Double murder in Tehran, Iran

The Gandhi Street murders were a double murder in Tehran, Iran, committed on 1 January 1997 by two 16-year-olds, Somayeh and Shahrokh. The victims were Somayeh's younger siblings, 13-year-old Sepideh and 8-year-old Mohammadreza, who were killed in their family's villa on Gandhi Street. Both perpetrators were initially sentenced to death under the principle of Qisas, but the sentence was later commuted after Somayeh's father granted pardon. Shahrokh received ten years in prison and Somayeh twelve, although reports suggest both were released after only a few years. The case became widely known in Iran. Scholars and commentators have since linked the notoriety of the case to broader social anxieties in the post-revolutionary country.

== Events ==
The perpetrators, both 16 years old, Somayeh and Shahrokh, were in a romantic relationship that Somayeh's father opposed due to social and family norms. According to later reports, Somayeh struggled with depression and psychological distress, and her relationship with Shahrokh intensified tensions within the household. Planning for the killings reportedly began the night before the murders.

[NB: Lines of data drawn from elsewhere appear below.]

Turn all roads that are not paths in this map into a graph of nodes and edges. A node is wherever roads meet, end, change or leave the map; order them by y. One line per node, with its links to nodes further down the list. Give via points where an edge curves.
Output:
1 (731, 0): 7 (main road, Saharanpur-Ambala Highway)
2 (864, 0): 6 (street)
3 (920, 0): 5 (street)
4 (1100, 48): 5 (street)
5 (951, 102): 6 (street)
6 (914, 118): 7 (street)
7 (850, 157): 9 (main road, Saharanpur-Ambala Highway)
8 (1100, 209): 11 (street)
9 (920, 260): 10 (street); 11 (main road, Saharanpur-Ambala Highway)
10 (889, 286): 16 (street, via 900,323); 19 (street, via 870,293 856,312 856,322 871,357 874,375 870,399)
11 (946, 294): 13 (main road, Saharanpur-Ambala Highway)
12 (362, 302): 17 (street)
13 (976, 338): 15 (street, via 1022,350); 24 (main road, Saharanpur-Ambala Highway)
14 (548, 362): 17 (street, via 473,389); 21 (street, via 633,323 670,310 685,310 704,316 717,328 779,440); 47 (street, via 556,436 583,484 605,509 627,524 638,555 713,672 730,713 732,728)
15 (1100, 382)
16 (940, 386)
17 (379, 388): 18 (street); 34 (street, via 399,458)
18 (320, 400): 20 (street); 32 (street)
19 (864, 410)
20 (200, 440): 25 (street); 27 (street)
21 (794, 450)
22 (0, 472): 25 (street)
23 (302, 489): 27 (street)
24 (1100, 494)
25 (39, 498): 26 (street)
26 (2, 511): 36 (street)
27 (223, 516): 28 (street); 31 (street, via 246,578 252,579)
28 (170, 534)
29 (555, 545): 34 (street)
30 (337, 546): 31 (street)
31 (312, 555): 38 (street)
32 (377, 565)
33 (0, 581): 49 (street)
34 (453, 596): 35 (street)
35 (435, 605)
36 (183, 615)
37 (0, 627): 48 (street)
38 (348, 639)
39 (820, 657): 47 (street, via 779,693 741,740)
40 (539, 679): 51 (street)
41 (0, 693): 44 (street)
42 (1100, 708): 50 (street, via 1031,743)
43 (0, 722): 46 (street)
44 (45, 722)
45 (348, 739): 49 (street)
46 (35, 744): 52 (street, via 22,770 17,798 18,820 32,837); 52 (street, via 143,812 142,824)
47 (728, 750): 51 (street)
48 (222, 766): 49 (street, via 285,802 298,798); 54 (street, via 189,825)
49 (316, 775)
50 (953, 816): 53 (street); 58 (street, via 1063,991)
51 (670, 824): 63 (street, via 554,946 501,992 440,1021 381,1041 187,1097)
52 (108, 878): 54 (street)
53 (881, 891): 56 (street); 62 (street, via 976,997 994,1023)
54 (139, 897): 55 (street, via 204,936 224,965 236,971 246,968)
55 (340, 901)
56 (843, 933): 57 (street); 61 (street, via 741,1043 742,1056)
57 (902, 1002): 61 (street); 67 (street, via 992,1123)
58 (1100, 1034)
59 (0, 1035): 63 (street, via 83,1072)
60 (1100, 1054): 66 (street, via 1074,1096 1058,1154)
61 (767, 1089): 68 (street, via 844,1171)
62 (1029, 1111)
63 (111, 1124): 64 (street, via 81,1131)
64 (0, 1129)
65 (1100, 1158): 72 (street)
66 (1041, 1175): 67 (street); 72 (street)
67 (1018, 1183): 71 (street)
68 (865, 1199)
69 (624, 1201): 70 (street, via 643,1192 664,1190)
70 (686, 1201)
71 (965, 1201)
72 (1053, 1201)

On 1 January 1997, Somayeh and Shahrokh lured Somayeh's younger siblings, 13-year-old Sepideh and 8-year-old Mohammadreza, to the second floor of their family's villa on Gandhi Street in Tehran. The children were killed through a combination of strangulation and drowning in the bathroom. Some reports suggested that air injections with syringes were also attempted, though this was not confirmed by forensic authorities. Their initial plan reportedly included killing Somayeh's mother as well, but this attempt failed. After surviving the attack, the mother fled the house and alerted neighbors, leading to the immediate involvement of police and the arrest of Somayeh and Shahrokh.

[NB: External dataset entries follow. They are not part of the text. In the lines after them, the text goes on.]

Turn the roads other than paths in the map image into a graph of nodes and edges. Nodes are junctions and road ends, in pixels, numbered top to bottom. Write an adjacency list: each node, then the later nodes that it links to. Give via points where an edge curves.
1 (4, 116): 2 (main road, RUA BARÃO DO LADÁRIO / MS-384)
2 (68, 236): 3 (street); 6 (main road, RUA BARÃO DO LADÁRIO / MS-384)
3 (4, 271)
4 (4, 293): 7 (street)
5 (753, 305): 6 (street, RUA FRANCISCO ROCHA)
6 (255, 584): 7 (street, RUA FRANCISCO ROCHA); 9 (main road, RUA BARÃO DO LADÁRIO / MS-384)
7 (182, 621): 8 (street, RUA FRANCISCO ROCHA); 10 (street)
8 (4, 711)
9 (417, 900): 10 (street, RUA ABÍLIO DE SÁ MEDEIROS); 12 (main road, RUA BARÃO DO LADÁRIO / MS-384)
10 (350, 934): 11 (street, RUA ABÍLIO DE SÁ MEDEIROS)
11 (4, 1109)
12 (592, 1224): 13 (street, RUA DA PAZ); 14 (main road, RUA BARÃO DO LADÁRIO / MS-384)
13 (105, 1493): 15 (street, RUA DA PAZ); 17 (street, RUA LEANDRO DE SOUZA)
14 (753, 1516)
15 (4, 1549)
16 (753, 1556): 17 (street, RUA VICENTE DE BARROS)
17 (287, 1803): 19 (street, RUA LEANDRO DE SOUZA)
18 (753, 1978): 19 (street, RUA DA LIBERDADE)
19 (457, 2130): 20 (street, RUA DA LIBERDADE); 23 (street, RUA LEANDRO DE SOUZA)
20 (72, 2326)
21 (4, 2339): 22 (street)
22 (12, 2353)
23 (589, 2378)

== Investigation and trial ==
The perpetrators later admitted that they had been influenced by popular culture, with claims linking their actions to the American film Natural Born Killers (1994) and to Western music genres such as heavy metal. However, in subsequent interviews, Somayeh denied that music or film directly motivated the crime.

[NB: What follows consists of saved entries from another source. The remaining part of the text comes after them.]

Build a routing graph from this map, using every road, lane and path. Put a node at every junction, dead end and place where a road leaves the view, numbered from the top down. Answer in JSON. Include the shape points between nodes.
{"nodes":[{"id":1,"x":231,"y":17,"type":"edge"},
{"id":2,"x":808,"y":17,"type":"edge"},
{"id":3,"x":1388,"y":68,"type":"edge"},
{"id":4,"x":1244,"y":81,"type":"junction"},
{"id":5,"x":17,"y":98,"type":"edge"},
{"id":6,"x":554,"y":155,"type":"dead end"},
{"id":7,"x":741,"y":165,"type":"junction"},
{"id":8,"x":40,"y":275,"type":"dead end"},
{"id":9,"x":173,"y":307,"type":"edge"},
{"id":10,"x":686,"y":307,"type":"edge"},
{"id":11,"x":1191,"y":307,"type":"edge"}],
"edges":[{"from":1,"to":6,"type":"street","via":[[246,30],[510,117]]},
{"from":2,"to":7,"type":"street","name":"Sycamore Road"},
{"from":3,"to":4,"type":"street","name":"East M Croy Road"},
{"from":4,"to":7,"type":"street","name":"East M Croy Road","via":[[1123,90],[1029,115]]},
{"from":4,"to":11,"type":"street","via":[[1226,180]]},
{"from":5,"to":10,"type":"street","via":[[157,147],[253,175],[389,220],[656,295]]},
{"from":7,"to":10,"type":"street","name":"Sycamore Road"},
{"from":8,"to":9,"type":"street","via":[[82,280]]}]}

Somayeh and Shahrokh were tried in early 1997 in Tehran. On 5 February 1997, both were sentenced to death by qisas (retribution in kind). The sentence was later commuted after Somayeh's father formally forgave the perpetrators, in accordance with Iranian law, which grants families of victims the right to pardon. As a result, Shahrokh received a ten-year prison sentence and Somayeh twelve years. Reports indicate that neither served their full terms and both were released after approximately three to four years.

== Public response ==
The Gandhi Street murders generated widespread media attention in Iran and were remembered as one of the most shocking juvenile crimes of the 1990s. The young age of the perpetrators, their romantic relationship, and the familial nature of the killings drew comparisons in international media to literary and popular culture. The Associated Press described the case as "a Romeo-and-Juliet story with a Stephen King ending." In Iran, the case became known as the "Crime of Gandhi Street" (جنایت خیابان گاندی). It was cited in academic and cultural discussions as an event that intensified parental concerns about teenage relationships and the influence of Western media on youth. Scholars analyzing the Persian blogosphere have noted that the case "left a huge mark in the psyche of Iranians" and served as a cautionary tale in public discourse.